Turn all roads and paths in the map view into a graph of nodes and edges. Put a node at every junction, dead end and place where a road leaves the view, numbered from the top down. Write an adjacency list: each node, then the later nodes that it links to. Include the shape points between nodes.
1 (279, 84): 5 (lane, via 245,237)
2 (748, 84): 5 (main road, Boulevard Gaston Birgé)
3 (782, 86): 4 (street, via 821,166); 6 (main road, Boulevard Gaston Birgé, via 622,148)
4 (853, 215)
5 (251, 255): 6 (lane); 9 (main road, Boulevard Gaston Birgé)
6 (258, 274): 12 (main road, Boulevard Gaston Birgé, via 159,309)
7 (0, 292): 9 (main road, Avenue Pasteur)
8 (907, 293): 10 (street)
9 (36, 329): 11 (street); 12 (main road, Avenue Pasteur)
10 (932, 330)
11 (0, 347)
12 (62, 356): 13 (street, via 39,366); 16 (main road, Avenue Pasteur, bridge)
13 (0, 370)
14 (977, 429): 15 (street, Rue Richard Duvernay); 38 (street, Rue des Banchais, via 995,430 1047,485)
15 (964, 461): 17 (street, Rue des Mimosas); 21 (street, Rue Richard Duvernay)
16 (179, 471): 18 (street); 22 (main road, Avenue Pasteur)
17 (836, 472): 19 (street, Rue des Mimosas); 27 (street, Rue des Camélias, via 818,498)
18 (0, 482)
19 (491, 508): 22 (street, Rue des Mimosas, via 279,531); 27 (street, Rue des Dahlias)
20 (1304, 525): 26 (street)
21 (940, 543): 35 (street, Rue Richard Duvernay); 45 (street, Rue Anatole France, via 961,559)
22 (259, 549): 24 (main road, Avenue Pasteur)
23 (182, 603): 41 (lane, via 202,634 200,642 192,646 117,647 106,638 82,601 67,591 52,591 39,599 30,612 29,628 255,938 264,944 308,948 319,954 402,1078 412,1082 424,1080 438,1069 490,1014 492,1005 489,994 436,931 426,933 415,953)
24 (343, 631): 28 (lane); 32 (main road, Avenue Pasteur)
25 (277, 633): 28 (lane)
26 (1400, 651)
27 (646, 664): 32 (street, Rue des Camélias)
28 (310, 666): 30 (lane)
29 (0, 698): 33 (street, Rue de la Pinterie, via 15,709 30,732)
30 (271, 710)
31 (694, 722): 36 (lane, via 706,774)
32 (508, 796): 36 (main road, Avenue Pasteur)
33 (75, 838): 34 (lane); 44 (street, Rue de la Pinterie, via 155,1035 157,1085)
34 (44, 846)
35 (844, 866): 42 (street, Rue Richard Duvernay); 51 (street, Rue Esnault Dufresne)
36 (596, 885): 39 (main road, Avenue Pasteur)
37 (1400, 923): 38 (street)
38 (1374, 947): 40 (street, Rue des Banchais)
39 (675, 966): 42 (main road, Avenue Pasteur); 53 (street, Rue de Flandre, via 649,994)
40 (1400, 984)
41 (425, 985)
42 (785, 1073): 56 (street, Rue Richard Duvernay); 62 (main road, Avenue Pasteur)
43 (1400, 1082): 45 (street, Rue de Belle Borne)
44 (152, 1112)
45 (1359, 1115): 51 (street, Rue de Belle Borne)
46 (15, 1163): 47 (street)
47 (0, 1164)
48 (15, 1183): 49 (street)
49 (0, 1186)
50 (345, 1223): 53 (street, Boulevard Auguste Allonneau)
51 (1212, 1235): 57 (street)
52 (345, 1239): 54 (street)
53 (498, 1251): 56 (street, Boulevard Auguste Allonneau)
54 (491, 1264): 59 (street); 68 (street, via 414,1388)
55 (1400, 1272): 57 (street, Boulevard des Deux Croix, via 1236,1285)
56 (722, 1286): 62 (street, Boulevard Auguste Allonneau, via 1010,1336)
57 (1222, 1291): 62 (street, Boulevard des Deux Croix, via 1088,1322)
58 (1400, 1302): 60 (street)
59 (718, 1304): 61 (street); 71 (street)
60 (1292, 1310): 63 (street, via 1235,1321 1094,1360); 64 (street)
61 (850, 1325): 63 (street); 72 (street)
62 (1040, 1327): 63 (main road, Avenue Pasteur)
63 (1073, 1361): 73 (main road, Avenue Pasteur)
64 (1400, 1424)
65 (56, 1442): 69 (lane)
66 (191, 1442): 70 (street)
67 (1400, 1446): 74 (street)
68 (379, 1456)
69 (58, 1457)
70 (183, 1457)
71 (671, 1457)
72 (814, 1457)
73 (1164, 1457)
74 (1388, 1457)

== Work task ==
The whole set of records needs to be written out exactly.

== Exercise solution ==
Turn all roads and paths in the map view into a graph of nodes and edges. Put a node at every junction, dead end and place where a road leaves the view, numbered from the top down. Write an adjacency list: each node, then the later nodes that it links to. Include the shape points between nodes.
1 (279, 84): 5 (lane, via 245,237)
2 (748, 84): 5 (main road, Boulevard Gaston Birgé)
3 (782, 86): 4 (street, via 821,166); 6 (main road, Boulevard Gaston Birgé, via 622,148)
4 (853, 215)
5 (251, 255): 6 (lane); 9 (main road, Boulevard Gaston Birgé)
6 (258, 274): 12 (main road, Boulevard Gaston Birgé, via 159,309)
7 (0, 292): 9 (main road, Avenue Pasteur)
8 (907, 293): 10 (street)
9 (36, 329): 11 (street); 12 (main road, Avenue Pasteur)
10 (932, 330)
11 (0, 347)
12 (62, 356): 13 (street, via 39,366); 16 (main road, Avenue Pasteur, bridge)
13 (0, 370)
14 (977, 429): 15 (street, Rue Richard Duvernay); 38 (street, Rue des Banchais, via 995,430 1047,485)
15 (964, 461): 17 (street, Rue des Mimosas); 21 (street, Rue Richard Duvernay)
16 (179, 471): 18 (street); 22 (main road, Avenue Pasteur)
17 (836, 472): 19 (street, Rue des Mimosas); 27 (street, Rue des Camélias, via 818,498)
18 (0, 482)
19 (491, 508): 22 (street, Rue des Mimosas, via 279,531); 27 (street, Rue des Dahlias)
20 (1304, 525): 26 (street)
21 (940, 543): 35 (street, Rue Richard Duvernay); 45 (street, Rue Anatole France, via 961,559)
22 (259, 549): 24 (main road, Avenue Pasteur)
23 (182, 603): 41 (lane, via 202,634 200,642 192,646 117,647 106,638 82,601 67,591 52,591 39,599 30,612 29,628 255,938 264,944 308,948 319,954 402,1078 412,1082 424,1080 438,1069 490,1014 492,1005 489,994 436,931 426,933 415,953)
24 (343, 631): 28 (lane); 32 (main road, Avenue Pasteur)
25 (277, 633): 28 (lane)
26 (1400, 651)
27 (646, 664): 32 (street, Rue des Camélias)
28 (310, 666): 30 (lane)
29 (0, 698): 33 (street, Rue de la Pinterie, via 15,709 30,732)
30 (271, 710)
31 (694, 722): 36 (lane, via 706,774)
32 (508, 796): 36 (main road, Avenue Pasteur)
33 (75, 838): 34 (lane); 44 (street, Rue de la Pinterie, via 155,1035 157,1085)
34 (44, 846)
35 (844, 866): 42 (street, Rue Richard Duvernay); 51 (street, Rue Esnault Dufresne)
36 (596, 885): 39 (main road, Avenue Pasteur)
37 (1400, 923): 38 (street)
38 (1374, 947): 40 (street, Rue des Banchais)
39 (675, 966): 42 (main road, Avenue Pasteur); 53 (street, Rue de Flandre, via 649,994)
40 (1400, 984)
41 (425, 985)
42 (785, 1073): 56 (street, Rue Richard Duvernay); 62 (main road, Avenue Pasteur)
43 (1400, 1082): 45 (street, Rue de Belle Borne)
44 (152, 1112)
45 (1359, 1115): 51 (street, Rue de Belle Borne)
46 (15, 1163): 47 (street)
47 (0, 1164)
48 (15, 1183): 49 (street)
49 (0, 1186)
50 (345, 1223): 53 (street, Boulevard Auguste Allonneau)
51 (1212, 1235): 57 (street)
52 (345, 1239): 54 (street)
53 (498, 1251): 56 (street, Boulevard Auguste Allonneau)
54 (491, 1264): 59 (street); 68 (street, via 414,1388)
55 (1400, 1272): 57 (street, Boulevard des Deux Croix, via 1236,1285)
56 (722, 1286): 62 (street, Boulevard Auguste Allonneau, via 1010,1336)
57 (1222, 1291): 62 (street, Boulevard des Deux Croix, via 1088,1322)
58 (1400, 1302): 60 (street)
59 (718, 1304): 61 (street); 71 (street)
60 (1292, 1310): 63 (street, via 1235,1321 1094,1360); 64 (street)
61 (850, 1325): 63 (street); 72 (street)
62 (1040, 1327): 63 (main road, Avenue Pasteur)
63 (1073, 1361): 73 (main road, Avenue Pasteur)
64 (1400, 1424)
65 (56, 1442): 69 (lane)
66 (191, 1442): 70 (street)
67 (1400, 1446): 74 (street)
68 (379, 1456)
69 (58, 1457)
70 (183, 1457)
71 (671, 1457)
72 (814, 1457)
73 (1164, 1457)
74 (1388, 1457)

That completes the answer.